In colder climates, we then meet the adorable Mathilde, and Swann and Bond make up for lost time by falling back in love, and we see Daddy Bond for the first time, dressing down apples, and everything in the Fleming universe is just smashingly lovely.
A couple of action-packed and visually compelling set pieces then transport us through the rest of the rising action and eventually to the movie’s climax.
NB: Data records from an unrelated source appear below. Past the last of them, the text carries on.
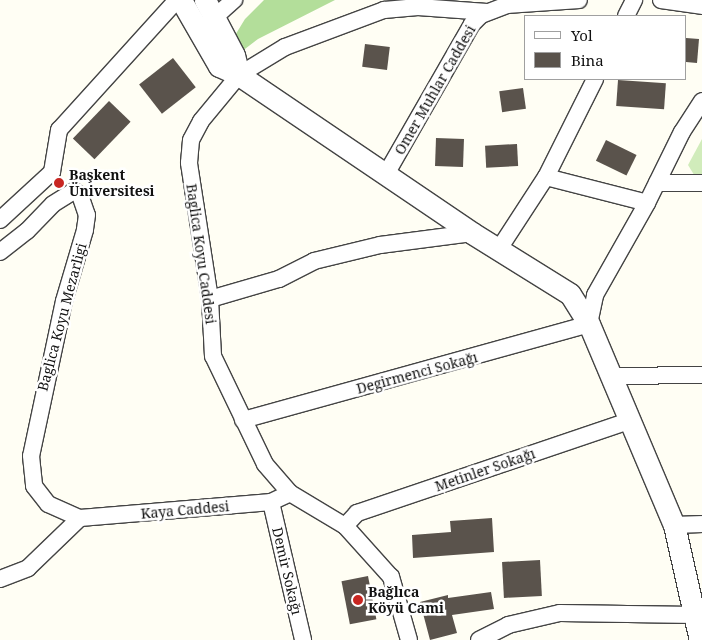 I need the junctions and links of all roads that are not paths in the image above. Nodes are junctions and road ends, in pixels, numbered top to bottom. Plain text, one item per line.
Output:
1 (177, 0) edge
2 (181, 0) edge
3 (234, 0) edge
4 (579, 0) edge
5 (634, 0) edge
6 (662, 0) edge
7 (702, 6) edge
8 (210, 9) edge
9 (487, 12) junction
10 (626, 15) edge
11 (199, 32) junction
12 (239, 75) junction
13 (594, 80) edge
14 (702, 101) edge
15 (385, 176) junction
16 (546, 177) junction
17 (657, 183) junction
18 (702, 183) edge
19 (647, 203) junction
20 (0, 220) edge
21 (472, 233) junction
22 (499, 249) junction
23 (0, 252) edge
24 (210, 299) junction
25 (589, 324) junction
26 (611, 376) junction
27 (702, 376) edge
28 (243, 420) junction
29 (629, 421) junction
30 (290, 494) junction
31 (271, 502) junction
32 (80, 518) junction
33 (702, 524) edge
34 (674, 525) junction
35 (345, 526) junction
36 (0, 579) edge
37 (695, 614) junction
38 (303, 640) edge
39 (409, 640) edge
40 (479, 640) edge
41 (700, 640) edge

1 - 20 street
2 - 11 street
3 - 8 street
4 - 9 street, Omer Muhlar Caddesi
5 - 10 street
6 - 7 street
8 - 11 street
8 - 12 street
9 - 12 street, Baglica Koyu Caddesi
9 - 15 street, Omer Muhlar Caddesi
11 - 12 street
12 - 15 street
12 - 24 street, Baglica Koyu Caddesi
13 - 16 street
14 - 17 street
15 - 21 street
16 - 19 street
16 - 22 street
17 - 18 street
17 - 19 street
19 - 25 street
21 - 22 street
21 - 24 street
22 - 25 street
23 - 32 street, Baglica Koyu Mezarligi
24 - 28 street, Baglica Koyu Caddesi
25 - 26 street
25 - 28 street, Degirmenci Sokağı
26 - 27 street
26 - 29 street
28 - 30 street, Baglica Koyu Caddesi
29 - 34 street
29 - 35 street, Metinler Sokağı
30 - 31 street, Kaya Caddesi
30 - 35 street, Baglica Koyu Caddesi
31 - 32 street, Kaya Caddesi
31 - 38 street, Demir Sokağı
32 - 36 street
33 - 34 street
34 - 37 street
35 - 39 street, Baglica Koyu Caddesi
37 - 40 street
37 - 41 street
And in spite of my desperate cravings to see the family back together again in one final lovey dovey scene at the end of the movie, it’s hard to argue that the film’s ending is anything less than perfect, with Bond unflinchingly welcoming an onslaught of ICBMs with the same grace and poise that he shows throughout the movie in the face of errant enemy spray-fire.
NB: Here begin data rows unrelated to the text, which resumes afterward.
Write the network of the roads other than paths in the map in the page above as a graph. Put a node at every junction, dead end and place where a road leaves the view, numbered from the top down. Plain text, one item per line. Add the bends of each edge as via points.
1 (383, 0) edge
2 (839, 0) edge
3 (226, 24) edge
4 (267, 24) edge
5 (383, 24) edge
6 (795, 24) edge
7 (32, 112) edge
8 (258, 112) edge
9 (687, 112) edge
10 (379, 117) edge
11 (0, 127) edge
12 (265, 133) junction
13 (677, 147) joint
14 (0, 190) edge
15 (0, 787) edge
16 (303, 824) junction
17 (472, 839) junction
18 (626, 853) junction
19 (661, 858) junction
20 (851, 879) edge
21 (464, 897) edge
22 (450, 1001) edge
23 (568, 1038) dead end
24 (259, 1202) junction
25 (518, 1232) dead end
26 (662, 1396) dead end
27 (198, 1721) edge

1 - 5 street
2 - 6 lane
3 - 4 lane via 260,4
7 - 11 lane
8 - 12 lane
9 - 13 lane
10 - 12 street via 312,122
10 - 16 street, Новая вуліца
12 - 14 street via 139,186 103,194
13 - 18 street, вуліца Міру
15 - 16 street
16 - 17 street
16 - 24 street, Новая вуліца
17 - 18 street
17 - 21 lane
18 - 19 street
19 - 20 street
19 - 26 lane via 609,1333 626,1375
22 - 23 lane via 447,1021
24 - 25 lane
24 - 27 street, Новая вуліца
Upon second viewing, I was impressed at how tightly written the movie’s finer details are:
Near the beginning of the story, after hurriedly climbing into the DB5, Madeleine off-handedly informs Bond that she has something that she needs to tell him, but a loud chase scene and Bond’s sour mood keep her secret buried.
Post chase, with her man’s mood even more sour, Madeleine demonstrably clutches her tummy after Bond banishes her to the train.
When Nomi (Lynch/007.1) picks up a hitchhiking Bond in some sporty new Aston, she echos the same accented “needa rhiide?” that she first used on James in Jamaica after sabotaging his Defender.
Mathilde steals the movie and saves her own life only by following her mother’s subtitled directions exactly – an accomplishment we all should have expected from a child with secret agent + PhD super genetics. And the eyes to prove it.
It’s no coincidence that Swann’s character bookends the movie. She grows tremendously not only through the physical narrative we see on screen, but also in how her actions and circumstances in No Time To Die contrast with how she was used in Spectre.
Despite the fact that Madeleine has killed before, or at least given it a very committed attempt, she doesn’t want to kill Blofeld. For one, because Blofeld is her psychiatric patient, but more importantly, because she refuses to be puppeted around by the world’s creepiest botanist, even though it is probably in her best interest to dance on his strings. I think it’s illuminating how this prison section was filmed. We start on a mirrored shot of Madeleine, clearly conflicted on how to proceed with Safin’s perfumed kiss of death. 007.1 then enters and makes some quippy remark before we revert back to fixating on Swann’s apprehensive face. This all occurs before Craig is ever even shown at the prison complex. Without this preface, Swann’s emotional departure from the interrogation room would be framed as much more crude and rash – representative of a character lacking control. Later on, Madeleine dusts off her childhood handgun skills and quickly handles a bad guy interloping on mommy-and-me time, so she’s not afraid of killing. She just won’t be coerced into it.
Another example of Swann’s boosted agency stems from how she is able to handle her differing kidnappings in her two Bond films. At the end of Spectre, Madeleine is the classic damsel in distress, tied up and totally reliant on Bond to save her from the crumbling MI6 building. In No Time To Die, the doctor evades her captors all on her own through some well-timed trickery, and Mathilde’s recovery takes this point even further. After 007’s firearmed attempts to recover his daughter prove futile, it is only through Swann’s verbatim, motherly instructions that Mathilde is able to free herself.
Finally, in the climactic moment of the movie (and of Swann’s life), Madeleine doesn’t cry or grovel or break down when she fully realizes that Bond is going to die. Once the missiles come into view overhead, Swann gifts James an I Love You and reassures him that his genetic material lives on before settling back into the controlled countenance of someone who can both accept the unchangeable and really make stuff happen when required.